[Opening Material for this exercise section]

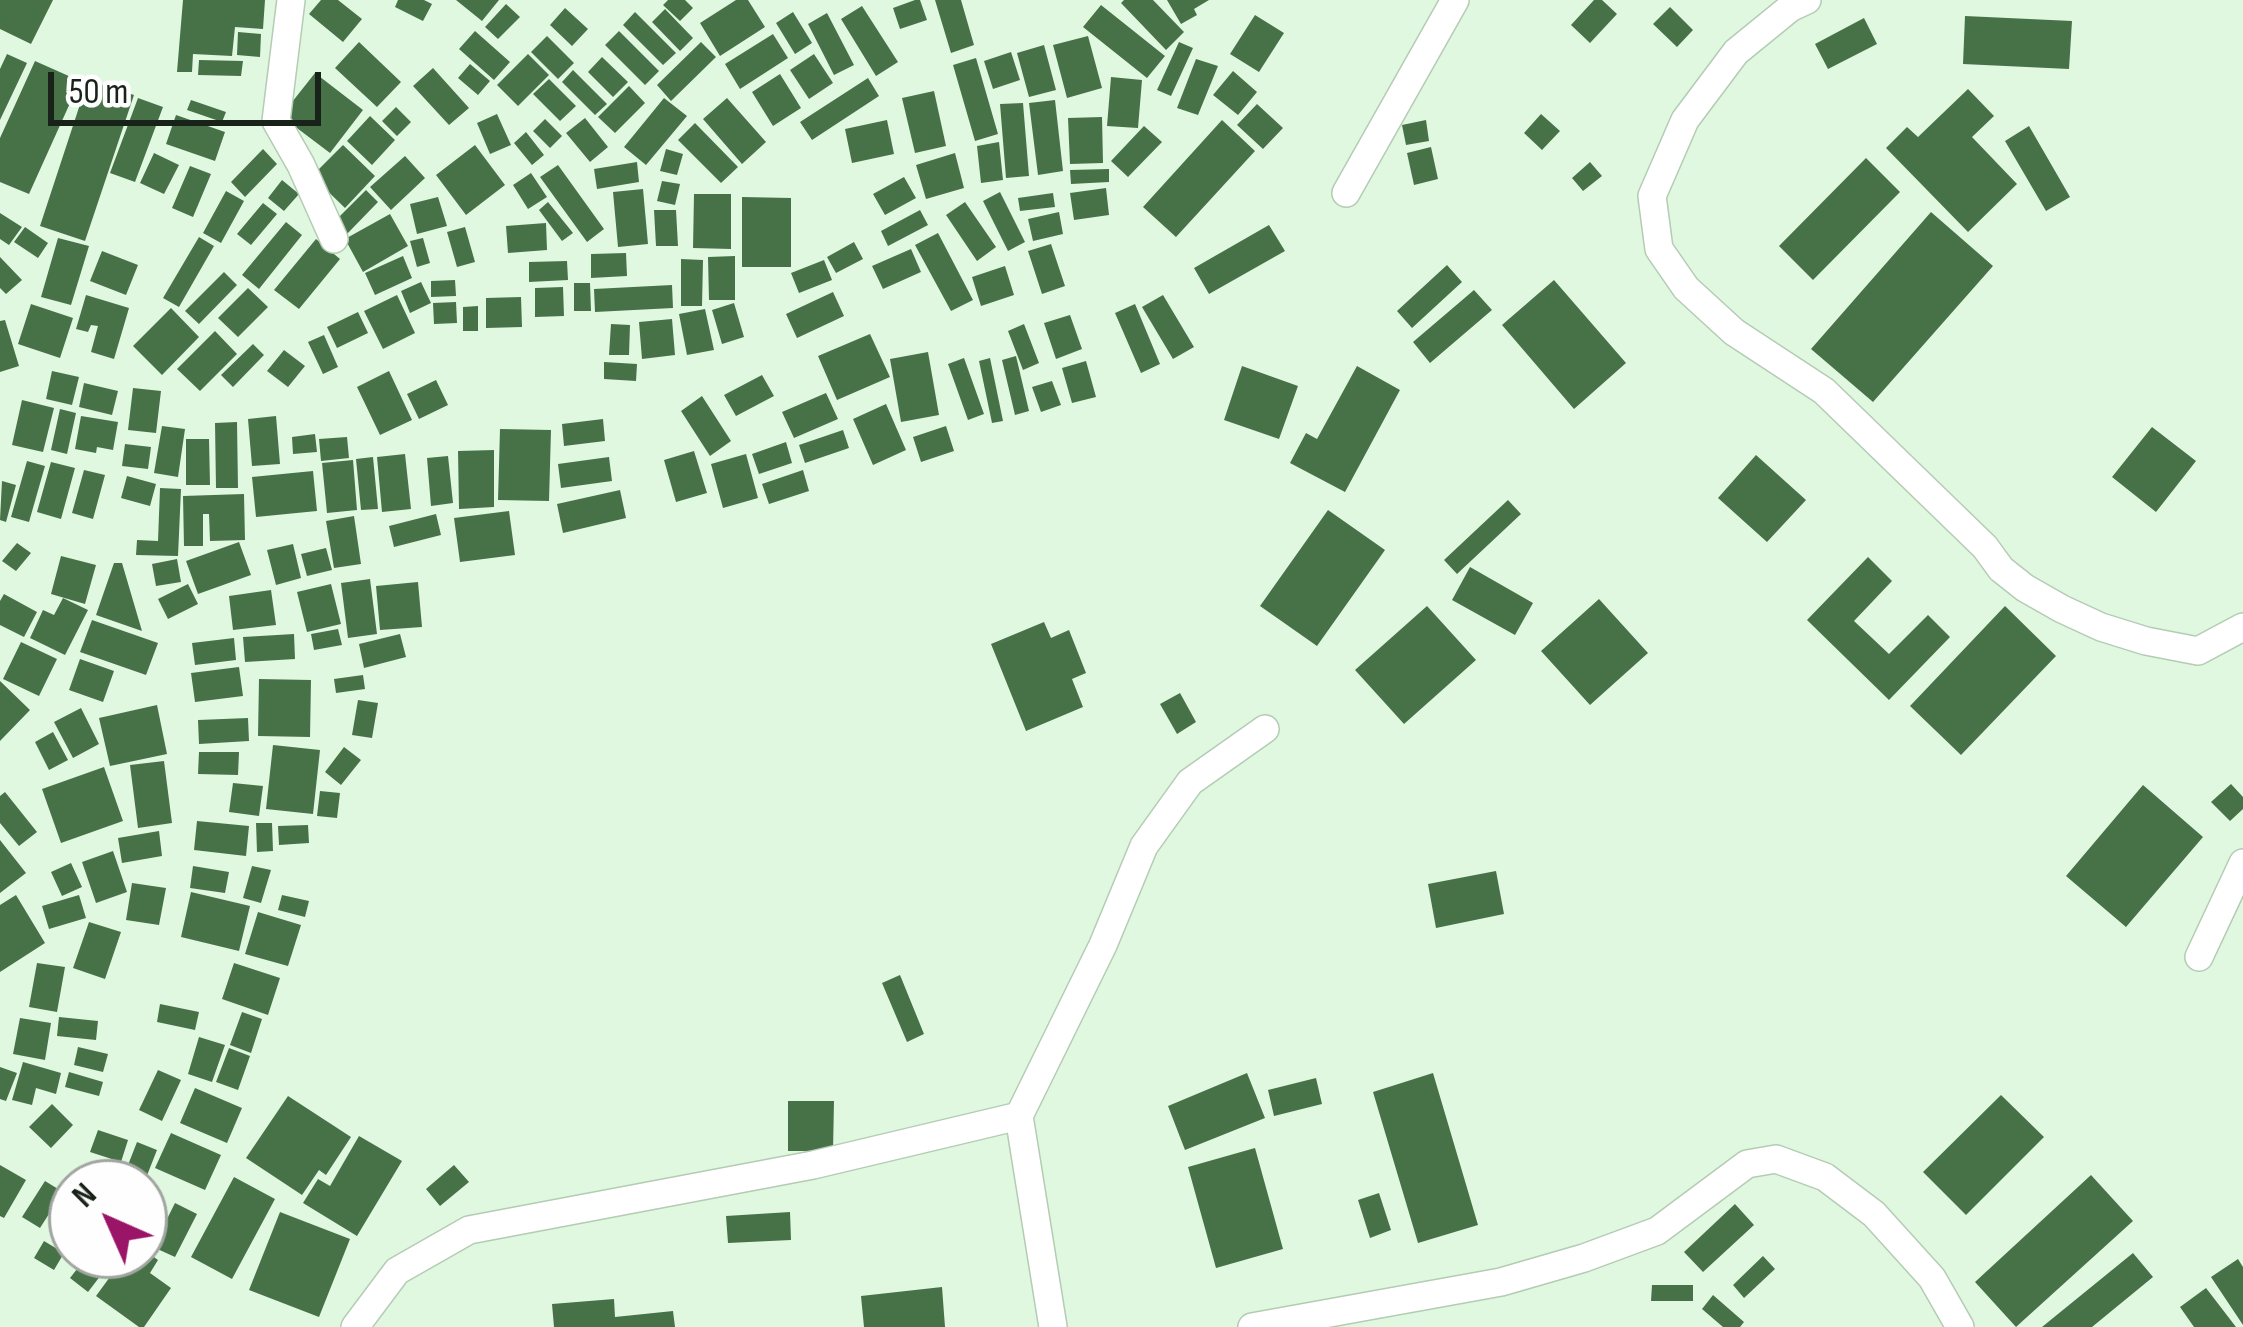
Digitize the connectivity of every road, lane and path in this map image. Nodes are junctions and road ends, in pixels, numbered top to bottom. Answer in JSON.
{"nodes":[{"id":1,"x":291,"y":0,"type":"edge"},
{"id":2,"x":1454,"y":0,"type":"edge"},
{"id":3,"x":1807,"y":0,"type":"edge"},
{"id":4,"x":1346,"y":193,"type":"dead end"},
{"id":5,"x":334,"y":239,"type":"dead end"},
{"id":6,"x":2243,"y":627,"type":"edge"},
{"id":7,"x":1265,"y":728,"type":"dead end"},
{"id":8,"x":2243,"y":863,"type":"edge"},
{"id":9,"x":2199,"y":957,"type":"dead end"},
{"id":10,"x":1019,"y":1117,"type":"junction"},
{"id":11,"x":355,"y":1327,"type":"edge"},
{"id":12,"x":1053,"y":1327,"type":"edge"},
{"id":13,"x":1252,"y":1327,"type":"edge"},
{"id":14,"x":1960,"y":1327,"type":"edge"}],
"edges":[{"from":1,"to":5,"type":"street"},
{"from":2,"to":4,"type":"street"},
{"from":3,"to":6,"type":"street"},
{"from":7,"to":10,"type":"street"},
{"from":8,"to":9,"type":"street"},
{"from":10,"to":11,"type":"street"},
{"from":10,"to":12,"type":"street"},
{"from":13,"to":14,"type":"street"}]}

[Closing Material for this exercise section]

Assignment: Transcribe all lines above exactly, skipping pictures.

Reply to the exercise:
Digitize the connectivity of every road, lane and path in this map image. Nodes are junctions and road ends, in pixels, numbered top to bottom. Answer in JSON.
{"nodes":[{"id":1,"x":291,"y":0,"type":"edge"},
{"id":2,"x":1454,"y":0,"type":"edge"},
{"id":3,"x":1807,"y":0,"type":"edge"},
{"id":4,"x":1346,"y":193,"type":"dead end"},
{"id":5,"x":334,"y":239,"type":"dead end"},
{"id":6,"x":2243,"y":627,"type":"edge"},
{"id":7,"x":1265,"y":728,"type":"dead end"},
{"id":8,"x":2243,"y":863,"type":"edge"},
{"id":9,"x":2199,"y":957,"type":"dead end"},
{"id":10,"x":1019,"y":1117,"type":"junction"},
{"id":11,"x":355,"y":1327,"type":"edge"},
{"id":12,"x":1053,"y":1327,"type":"edge"},
{"id":13,"x":1252,"y":1327,"type":"edge"},
{"id":14,"x":1960,"y":1327,"type":"edge"}],
"edges":[{"from":1,"to":5,"type":"street"},
{"from":2,"to":4,"type":"street"},
{"from":3,"to":6,"type":"street"},
{"from":7,"to":10,"type":"street"},
{"from":8,"to":9,"type":"street"},
{"from":10,"to":11,"type":"street"},
{"from":10,"to":12,"type":"street"},
{"from":13,"to":14,"type":"street"}]}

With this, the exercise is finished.